La même question semble se poser, de façon plus explicite, dans Nostromo lorsque Decoud finit d’écrire la lettre destinée à sa soeur (et au lecteur, un peu perdu dans la chronologie fragmentée et lacunaire de la narration) :

‘With the writing of the last line there came upon Decoud a moment of sudden and complete oblivion. He swayed over the table as if struck by a bullet. (N, 221 ; c’est nous qui soulignons)’

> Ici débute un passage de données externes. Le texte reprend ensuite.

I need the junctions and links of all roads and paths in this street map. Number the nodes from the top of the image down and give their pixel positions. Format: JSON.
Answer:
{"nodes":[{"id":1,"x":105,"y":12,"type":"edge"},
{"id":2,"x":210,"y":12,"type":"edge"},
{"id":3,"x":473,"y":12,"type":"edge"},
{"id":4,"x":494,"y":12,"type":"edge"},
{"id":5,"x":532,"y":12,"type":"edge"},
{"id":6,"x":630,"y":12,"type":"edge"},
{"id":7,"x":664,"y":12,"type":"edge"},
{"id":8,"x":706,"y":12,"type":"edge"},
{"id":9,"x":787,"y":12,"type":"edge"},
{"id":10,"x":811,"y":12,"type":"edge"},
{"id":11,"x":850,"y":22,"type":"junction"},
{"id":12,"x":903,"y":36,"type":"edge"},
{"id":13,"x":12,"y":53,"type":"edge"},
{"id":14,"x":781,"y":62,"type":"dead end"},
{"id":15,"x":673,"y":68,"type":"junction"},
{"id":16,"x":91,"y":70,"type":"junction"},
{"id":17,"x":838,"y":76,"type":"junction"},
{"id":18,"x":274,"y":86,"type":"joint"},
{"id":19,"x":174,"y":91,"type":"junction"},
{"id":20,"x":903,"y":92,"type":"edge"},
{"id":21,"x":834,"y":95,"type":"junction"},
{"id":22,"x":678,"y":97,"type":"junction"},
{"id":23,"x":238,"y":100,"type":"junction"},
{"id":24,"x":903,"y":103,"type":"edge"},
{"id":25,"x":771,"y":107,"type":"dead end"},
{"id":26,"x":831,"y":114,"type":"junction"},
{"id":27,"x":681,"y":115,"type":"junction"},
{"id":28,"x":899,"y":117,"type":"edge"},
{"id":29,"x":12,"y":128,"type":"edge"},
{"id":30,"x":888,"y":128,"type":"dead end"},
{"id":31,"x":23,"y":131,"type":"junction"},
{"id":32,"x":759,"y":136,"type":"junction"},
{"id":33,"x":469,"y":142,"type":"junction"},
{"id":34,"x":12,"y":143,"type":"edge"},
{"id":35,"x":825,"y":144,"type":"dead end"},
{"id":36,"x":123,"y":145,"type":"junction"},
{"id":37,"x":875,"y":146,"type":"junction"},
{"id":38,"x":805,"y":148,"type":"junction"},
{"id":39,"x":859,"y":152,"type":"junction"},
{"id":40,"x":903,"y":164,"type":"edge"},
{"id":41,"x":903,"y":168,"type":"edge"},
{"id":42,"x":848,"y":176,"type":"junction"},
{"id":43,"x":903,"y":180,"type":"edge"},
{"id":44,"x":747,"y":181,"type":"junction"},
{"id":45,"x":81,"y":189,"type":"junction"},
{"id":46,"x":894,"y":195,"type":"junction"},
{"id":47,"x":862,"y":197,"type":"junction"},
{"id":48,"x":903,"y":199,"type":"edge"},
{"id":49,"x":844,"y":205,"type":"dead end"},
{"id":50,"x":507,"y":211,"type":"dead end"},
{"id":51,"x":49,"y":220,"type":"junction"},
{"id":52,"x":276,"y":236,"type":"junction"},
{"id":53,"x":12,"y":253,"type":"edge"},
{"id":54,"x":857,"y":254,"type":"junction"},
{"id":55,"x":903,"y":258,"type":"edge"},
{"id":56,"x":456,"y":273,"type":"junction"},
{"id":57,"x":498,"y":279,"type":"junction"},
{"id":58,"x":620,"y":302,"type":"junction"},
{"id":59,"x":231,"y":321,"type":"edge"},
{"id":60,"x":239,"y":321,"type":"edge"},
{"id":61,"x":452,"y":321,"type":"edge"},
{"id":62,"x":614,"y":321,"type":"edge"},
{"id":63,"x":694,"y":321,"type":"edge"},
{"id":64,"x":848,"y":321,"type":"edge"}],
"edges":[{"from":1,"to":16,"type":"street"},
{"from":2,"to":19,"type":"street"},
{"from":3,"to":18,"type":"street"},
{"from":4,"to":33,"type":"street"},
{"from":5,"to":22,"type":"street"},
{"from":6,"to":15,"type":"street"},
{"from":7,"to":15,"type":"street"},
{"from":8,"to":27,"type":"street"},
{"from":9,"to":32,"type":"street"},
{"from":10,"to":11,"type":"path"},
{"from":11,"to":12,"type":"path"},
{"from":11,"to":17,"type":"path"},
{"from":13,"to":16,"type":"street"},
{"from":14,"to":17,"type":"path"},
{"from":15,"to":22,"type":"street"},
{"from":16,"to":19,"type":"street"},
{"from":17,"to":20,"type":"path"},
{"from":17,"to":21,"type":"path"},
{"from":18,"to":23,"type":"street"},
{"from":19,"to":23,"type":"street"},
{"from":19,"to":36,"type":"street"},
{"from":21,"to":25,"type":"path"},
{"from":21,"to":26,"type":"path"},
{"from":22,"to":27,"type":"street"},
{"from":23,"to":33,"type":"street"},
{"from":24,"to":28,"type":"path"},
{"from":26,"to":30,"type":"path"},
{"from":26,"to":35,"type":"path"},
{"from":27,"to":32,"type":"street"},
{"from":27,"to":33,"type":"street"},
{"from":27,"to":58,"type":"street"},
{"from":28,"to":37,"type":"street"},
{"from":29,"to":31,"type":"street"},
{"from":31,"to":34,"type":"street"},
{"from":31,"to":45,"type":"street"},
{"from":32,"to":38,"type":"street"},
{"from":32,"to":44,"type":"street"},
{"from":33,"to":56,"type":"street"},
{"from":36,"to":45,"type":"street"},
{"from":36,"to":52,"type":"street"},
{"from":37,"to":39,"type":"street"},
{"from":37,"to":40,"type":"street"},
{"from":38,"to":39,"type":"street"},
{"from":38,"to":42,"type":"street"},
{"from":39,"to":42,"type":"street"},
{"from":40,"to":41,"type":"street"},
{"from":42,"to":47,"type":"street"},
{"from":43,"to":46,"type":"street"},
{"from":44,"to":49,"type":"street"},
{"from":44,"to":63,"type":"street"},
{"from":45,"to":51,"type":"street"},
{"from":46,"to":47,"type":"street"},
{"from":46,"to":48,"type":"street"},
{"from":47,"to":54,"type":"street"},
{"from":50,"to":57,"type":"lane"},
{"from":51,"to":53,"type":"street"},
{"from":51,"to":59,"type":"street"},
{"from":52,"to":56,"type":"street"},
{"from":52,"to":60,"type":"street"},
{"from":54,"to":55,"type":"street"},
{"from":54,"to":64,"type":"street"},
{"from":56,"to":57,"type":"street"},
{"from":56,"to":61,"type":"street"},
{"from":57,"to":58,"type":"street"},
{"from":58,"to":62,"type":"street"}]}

Ceci témoigne de l’importance de la question pour Conrad, car le couple mort-écriture, une fois identifié dans la narration, est aussi prégnant que le motif de dévoration dont nous avons pu constater la ténacité.

Notes
239.
‘ « [...] il suffirait peut-être à l’observateur de changer la direction de son regard ou la place qu’il occupe pour faire surgir l’une ou l’autre de ces vues. », S. Freud, Le Malaise..., op. cit., p. 12.’
240.
‘ S. Freud, ibid., p. 12.’
241.
‘ Josiane Paccaud-Huguet, « Du discours des maîtres à la langue de l’artiste : “An outpost of Progress” de Joseph Conrad. », op. cit., p. 106.’
242.
Ibid., p. 106.’
243.
The Ambassadors (1533), voir à ce sujet l’article de Reynold Humphries qui fait remarquer la ressemblance entre Kurtz et le vampire du film de Friedrich W. Murnau, Nosferatu : « [...] tous les deux sont très grands, excessivement maigres et chauves. La façon dont Kurtz se caresse la tête chauve assimile celle-ci à un crâne, d’autant qu’elle rappelle l’ivoire qui, dans sa forme exploitée commercialement, est du bois mort. Cela évoque le tableau de Hans Holbein, The Ambassadors : à partir du moment où on l’observe d’un certain point de vue, l’objet obscur qui insiste au premier plan s’avère être un crâne. La mort au milieu de la vie, pour ainsi dire, et il ne faut pas oublier que le vampire, lui aussi, fait partie des morts vivants, donc d’un mythe universel qui, comme le vampire lui-même a survécu au temps. » (Reynold Humphries, « Conrad avec Freud et Lacan. Les enjeux de la représentation dans Heart of Darkness », Joseph Conrad 1, La Fiction et l’Autre, Paris - Caen, éd. Josiane Paccaud-Huguet, Lettres Modernes, Minard, 1998, p. 14) ’
244.
‘ Entretien avec Pierre Dumayet sur Arte (05/03/96). Citée par Liliane Louvel, L’OEil du Texte, Toulouse, Presses Universitaires du Mirail, 1998, p. 372-73.’
245.
‘ Liliane Louvel, ibid., p. 373.’
246.
‘ « La leçon de Platon, c’est que le dualisme permet, avant tout, d’échapper à l’usure. Qu’advient-il, dès lors, de l’usure dans un monde éclaté, habité par un sujet au « je » désormais « fêlé », selon l’heureuse formule de Deleuze ? Puisqu’il n’y a plus d’Idées, au sens platonicien, il n’y a plus que des choses mortelles, vouées à la disparition. « Orphelin », désormais, d’un logos impuissant parce qu’assassiné, l’individu n’est plus que le lieu où s’inscrit une écriture vouée à l’errance du temps. Porosité combien vulnérable ! Thot, le dieu de l’écriture n’est-il pas aussi le dieu de la mort? Tel est, en raccourci, le malheur qui semble peser sur toute la pensée contemporaine. cf. J. Derrida, La Dissémination, p. 104. » (Murielle Gagnebin, Fascination de la Laideur, op. cit., p. 151)’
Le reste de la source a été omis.